Data supplied Start Marker
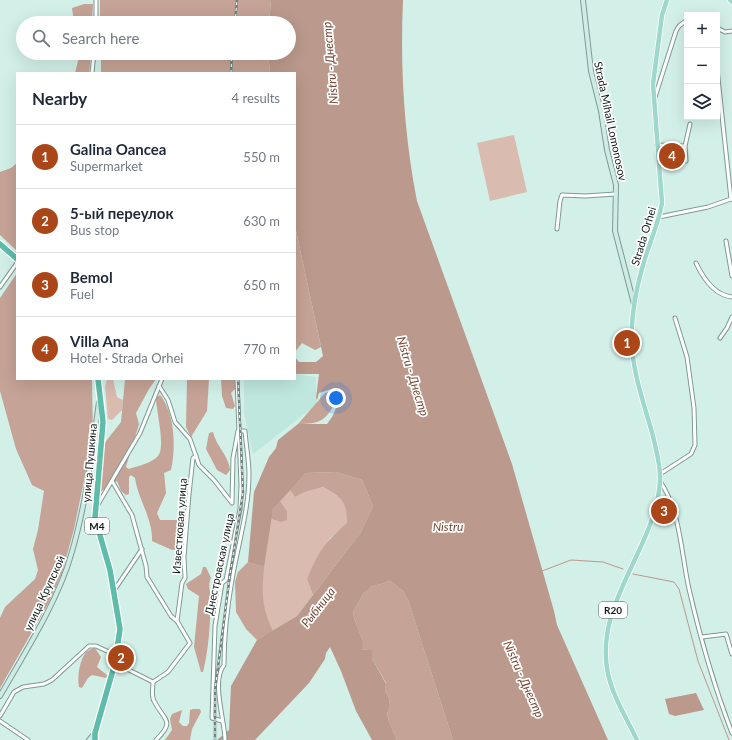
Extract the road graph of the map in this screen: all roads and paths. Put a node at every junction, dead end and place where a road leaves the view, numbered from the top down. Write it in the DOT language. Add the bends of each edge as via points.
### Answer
graph roads {
  1 [pos="96,0"];
  2 [pos="583,0"];
  3 [pos="667,0"];
  4 [pos="96,16"];
  5 [pos="684,22"];
  6 [pos="720,30"];
  7 [pos="732,31"];
  8 [pos="93,60"];
  9 [pos="92,72"];
  10 [pos="719,84"];
  11 [pos="654,100"];
  12 [pos="690,124"];
  13 [pos="657,145"];
  14 [pos="686,146"];
  15 [pos="686,161"];
  16 [pos="616,194"];
  17 [pos="732,199"];
  18 [pos="659,217"];
  19 [pos="558,229"];
  20 [pos="726,240"];
  21 [pos="0,244"];
  22 [pos="16,258"];
  23 [pos="696,263"];
  24 [pos="16,264"];
  25 [pos="732,276"];
  26 [pos="0,287"];
  27 [pos="732,297"];
  28 [pos="635,307"];
  29 [pos="732,317"];
  30 [pos="675,318"];
  31 [pos="720,338"];
  32 [pos="98,380"];
  33 [pos="162,380"];
  34 [pos="237,380"];
  35 [pos="159,386"];
  36 [pos="100,395"];
  37 [pos="238,431"];
  38 [pos="196,456"];
  39 [pos="660,475"];
  40 [pos="112,481"];
  41 [pos="660,481"];
  42 [pos="95,509"];
  43 [pos="142,549"];
  44 [pos="115,589"];
  45 [pos="177,622"];
  46 [pos="702,638"];
  47 [pos="107,651"];
  48 [pos="732,654"];
  49 [pos="115,663"];
  50 [pos="153,682"];
  51 [pos="0,696"];
  52 [pos="0,716"];
  53 [pos="0,721"];
  54 [pos="222,721"];
  55 [pos="732,732"];
  56 [pos="95,733"];
  57 [pos="28,740"];
  58 [pos="89,740"];
  59 [pos="95,740"];
  60 [pos="156,740"];
  61 [pos="225,740"];
  62 [pos="637,740"];
  1 -- 4 [label="street"];
  2 -- 16 [label="street, Strada Mihail Lomonosov" via="591,71"];
  3 -- 11 [label="main road, Strada Orhei / R20" via="662,15 655,65"];
  5 -- 11 [label="street, Strada Orhei" via="676,31"];
  6 -- 7 [label="street"];
  8 -- 9 [label="street"];
  10 -- 17 [label="street"];
  11 -- 13 [label="main road, Strada Orhei / R20"];
  12 -- 14 [label="street"];
  13 -- 14 [label="street"];
  13 -- 18 [label="main road, Strada Orhei / R20" via="662,192"];
  14 -- 15 [label="street"];
  16 -- 19 [label="street" via="562,195"];
  16 -- 28 [label="street, Strada Mihail Lomonosov" via="615,231"];
  17 -- 18 [label="street"];
  18 -- 28 [label="main road, Strada Orhei / R20" via="643,266"];
  20 -- 25 [label="street"];
  21 -- 22 [label="highway"];
  23 -- 27 [label="street" via="714,289 722,295"];
  24 -- 26 [label="street"];
  28 -- 39 [label="main road, Strada Mihail Lomonosov / R20" via="632,340 634,358"];
  29 -- 31 [label="street"];
  30 -- 39 [label="street" via="687,357 694,408 695,445 691,454"];
  32 -- 36 [label="highway, M4"];
  33 -- 35 [label="street"];
  34 -- 37 [label="street, Днестровская улица"];
  35 -- 38 [label="street" via="168,400 175,422 190,439"];
  35 -- 40 [label="street" via="140,433"];
  36 -- 42 [label="highway, улица Пушкина / M4" via="102,430"];
  36 -- 51 [label="street, улица Крупской" via="88,476 72,555 32,642"];
  37 -- 38 [label="street" via="233,458 232,503 199,465"];
  37 -- 54 [label="street, Днестровская улица" via="245,431 249,473 242,534 232,580 224,638 224,665 219,683"];
  37 -- 54 [label="street, Днестровская улица" via="241,459 240,509 226,580 222,583 215,626 212,718"];
  38 -- 45 [label="street, Известковая улица" via="189,494 185,578 182,583"];
  39 -- 41 [label="main road, Strada Mihail Lomonosov / R20"];
  40 -- 42 [label="street"];
  40 -- 43 [label="street" via="132,515"];
  41 -- 46 [label="street, Strada Mihail Lomonosov" via="668,493 677,520"];
  41 -- 62 [label="main road, R20" via="653,516 612,612 606,642 606,663 610,680"];
  42 -- 44 [label="highway, улица Пушкина / M4" via="96,522"];
  43 -- 44 [label="street"];
  43 -- 45 [label="street" via="147,577"];
  44 -- 49 [label="highway, улица Пушкина / M4" via="120,629"];
  45 -- 50 [label="street" via="190,643 168,672"];
  46 -- 48 [label="street" via="726,634"];
  46 -- 55 [label="street, Strada Mihail Lomonosov"];
  47 -- 52 [label="street" via="89,646 52,680 44,684 23,687 14,692"];
  49 -- 50 [label="street"];
  49 -- 56 [label="highway, улица Пушкина / M4"];
  50 -- 60 [label="street" via="153,700 166,717 167,724 166,730"];
  53 -- 57 [label="street"];
  54 -- 61 [label="street, Днестровская улица"];
  56 -- 58 [label="street, улица Пушкина"];
  56 -- 59 [label="highway, M4"];
}
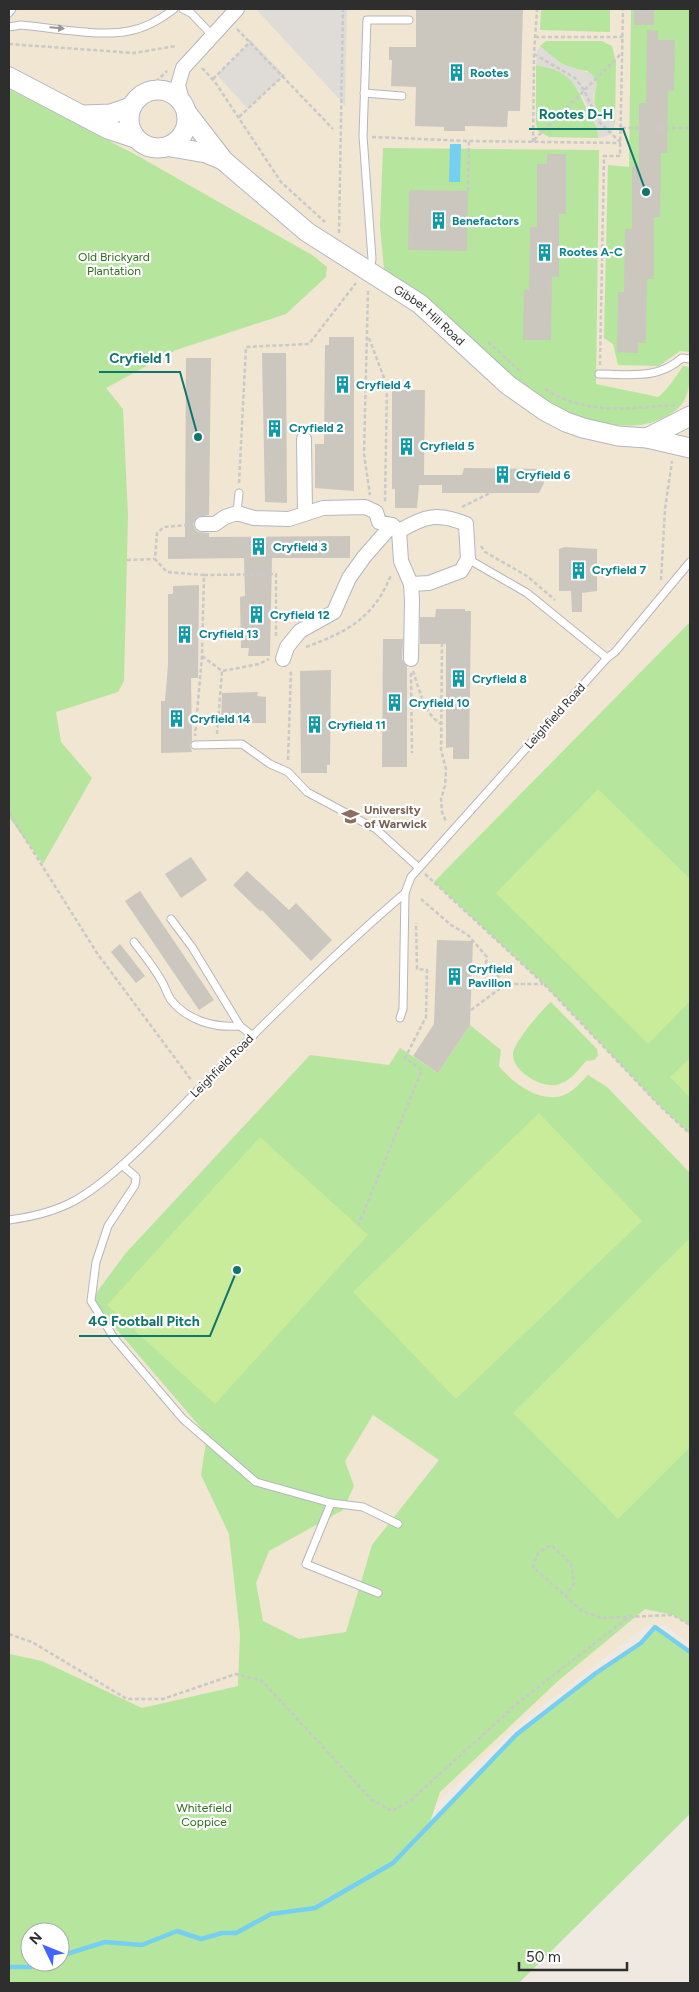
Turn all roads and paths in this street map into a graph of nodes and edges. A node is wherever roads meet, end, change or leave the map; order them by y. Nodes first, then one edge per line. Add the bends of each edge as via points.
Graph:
1 (12, 9) edge
2 (174, 9) edge
3 (184, 9) edge
4 (343, 9) edge
5 (537, 9) edge
6 (623, 9) edge
7 (9, 13) edge
8 (232, 14) edge
9 (409, 20) dead end
10 (9, 27) edge
11 (211, 34) junction
12 (535, 36) junction
13 (623, 37) junction
14 (251, 41) junction
15 (9, 44) edge
16 (176, 46) dead end
17 (623, 53) junction
18 (534, 54) junction
19 (202, 68) dead end
20 (284, 75) junction
21 (9, 77) edge
22 (212, 79) junction
23 (584, 90) junction
24 (364, 93) junction
25 (402, 96) dead end
26 (131, 107) junction
27 (185, 109) junction
28 (80, 115) junction
29 (239, 117) junction
30 (621, 128) junction
31 (648, 128) dead end
32 (659, 128) dead end
33 (690, 128) edge
34 (333, 129) dead end
35 (363, 136) junction
36 (135, 138) junction
37 (469, 141) junction
38 (533, 142) junction
39 (621, 143) junction
40 (171, 147) junction
41 (224, 161) junction
42 (468, 191) dead end
43 (339, 236) junction
44 (344, 239) dead end
45 (363, 277) junction
46 (369, 292) dead end
47 (369, 338) junction
48 (486, 340) dead end
49 (690, 359) edge
50 (523, 374) dead end
51 (599, 374) joint
52 (540, 386) dead end
53 (690, 416) edge
54 (671, 426) junction
55 (647, 438) junction
56 (304, 439) dead end
57 (681, 444) edge
58 (690, 448) edge
59 (239, 492) joint
60 (492, 492) dead end
61 (384, 502) junction
62 (456, 510) dead end
63 (305, 512) junction
64 (237, 513) junction
65 (202, 524) joint
66 (395, 528) junction
67 (468, 558) junction
68 (155, 559) junction
69 (127, 560) dead end
70 (690, 562) edge
71 (393, 569) dead end
72 (204, 574) junction
73 (411, 584) junction
74 (662, 597) junction
75 (276, 638) dead end
76 (442, 643) dead end
77 (300, 649) dead end
78 (202, 656) junction
79 (411, 658) dead end
80 (607, 658) junction
81 (287, 661) junction
82 (222, 671) junction
83 (425, 703) junction
84 (441, 703) junction
85 (441, 724) junction
86 (216, 744) junction
87 (194, 745) joint
88 (412, 753) dead end
89 (288, 772) junction
90 (9, 812) edge
91 (450, 833) junction
92 (419, 868) junction
93 (426, 875) dead end
94 (405, 893) junction
95 (421, 899) dead end
96 (171, 919) dead end
97 (416, 919) dead end
98 (134, 942) dead end
99 (506, 984) junction
100 (544, 984) junction
101 (471, 1010) dead end
102 (400, 1018) dead end
103 (240, 1026) junction
104 (253, 1036) junction
105 (188, 1084) dead end
106 (690, 1134) edge
107 (122, 1164) junction
108 (9, 1220) edge
109 (358, 1226) dead end
110 (331, 1503) junction
111 (398, 1524) dead end
112 (378, 1593) dead end
113 (565, 1597) junction
114 (631, 1615) junction
115 (690, 1625) edge
116 (9, 1634) edge

1 - 7 lane
10 -> 2 lane via 21,25 113,33 144,27
3 - 11 lane
4 - 43 path
5 - 12 path
6 - 13 path
8 - 11 street
8 - 14 path
9 - 24 lane via 367,20
11 - 27 street via 183,68 178,85
12 - 13 path
12 - 18 path
13 - 17 path
14 - 20 path
14 - 22 path
15 - 16 path via 134,53
17 - 23 path
17 - 30 path
18 - 23 path via 568,73
18 - 38 path
19 - 22 path
20 - 29 path
20 - 34 path
21 - 28 street
22 - 29 path
23 - 38 path
23 - 39 path via 599,122
24 - 25 lane
24 - 35 lane
26 - 27 street via 141,96 162,90 176,97
26 - 28 street via 111,114
26 - 36 street via 128,122
27 - 40 street via 187,122 183,134
27 - 41 street, Gibbet Hill Road
28 - 36 street
29 - 43 path via 281,182
30 - 31 path
30 - 39 path
32 - 33 path
35 - 37 path
35 - 45 lane via 372,259
36 - 40 street via 151,147
37 - 38 path
37 - 42 path
38 - 39 path
39 - 51 path via 620,156 604,156
40 - 41 street, Gibbet Hill Road via 206,153
41 - 45 street, Gibbet Hill Road
43 - 44 path
45 - 55 street, Gibbet Hill Road via 420,304 508,385 545,411 583,428 618,436
45 - 59 path via 309,344 246,347
46 - 47 path
47 - 61 path via 387,386
47 - 61 path via 364,454 370,496
48 - 50 path
49 - 51 lane via 682,358 665,371 655,374
52 - 54 path via 589,408 672,405
53 - 54 street
53 - 57 street via 687,434
54 - 55 street
55 - 57 street, Gibbet Hill Road
56 - 63 street
57 - 58 street, Gibbet Hill Road
57 - 74 path via 673,456 664,528
59 - 64 lane
60 - 62 path
61 - 66 path via 392,514
63 - 64 street via 289,519 254,518
63 - 66 street via 365,507 376,512 379,522
64 - 65 street via 215,524
65 - 68 path via 164,527 158,534
66 - 67 street via 422,518 439,516 466,524
66 - 73 street via 401,561
66 - 81 street via 364,557 349,578 334,612 300,631 287,647
67 - 73 street via 461,571 430,583
67 - 80 lane via 527,593
68 - 69 path
68 - 72 path via 166,572
70 - 74 lane, Leighfield Road
71 - 77 path via 386,588 359,623
72 - 75 path via 276,574
72 - 78 path
73 - 79 street
74 - 80 lane, Leighfield Road via 616,652
76 - 84 path
78 - 82 path
78 - 87 path
80 - 91 lane, Leighfield Road
81 - 82 path via 277,656 259,664
81 - 89 path
82 - 86 path
83 - 84 path
83 - 85 path
83 - 88 path via 411,664
84 - 85 path
85 - 91 path via 441,750 446,769 442,812
86 - 87 lane
86 - 89 lane via 242,744 270,764
89 - 92 lane via 307,792 376,829
90 - 105 path via 97,952 193,1080
91 - 92 lane, Leighfield Road
92 - 94 lane, Leighfield Road via 411,877
93 - 100 path
94 - 102 lane via 403,1009
94 - 104 lane, Leighfield Road
95 - 99 path via 468,935 487,957 486,963
96 - 103 lane
97 - 109 path via 417,969 427,970 426,1017 405,1058 422,1070
98 - 103 lane via 172,1000 187,1014 221,1028
99 - 100 path
99 - 101 path
100 - 106 path
103 - 104 lane
104 - 107 lane, Leighfield Road
107 - 108 lane, Leighfield Road via 74,1201 43,1214
107 - 110 lane via 136,1177 135,1185 108,1226 96,1262 91,1301 100,1318 183,1419 256,1482
110 - 111 lane via 363,1507
110 - 112 lane via 306,1564
113 - 113 path via 574,1583 570,1563 551,1545 538,1553 533,1567
113 - 114 path via 582,1610 601,1618
114 - 115 path via 673,1615
114 - 116 path via 518,1703 411,1800 392,1811 372,1800 262,1681 236,1674 163,1699 127,1699 32,1642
Data supplied End Marker
Note how many lines in the material contain the string "node", and give that number alone.

2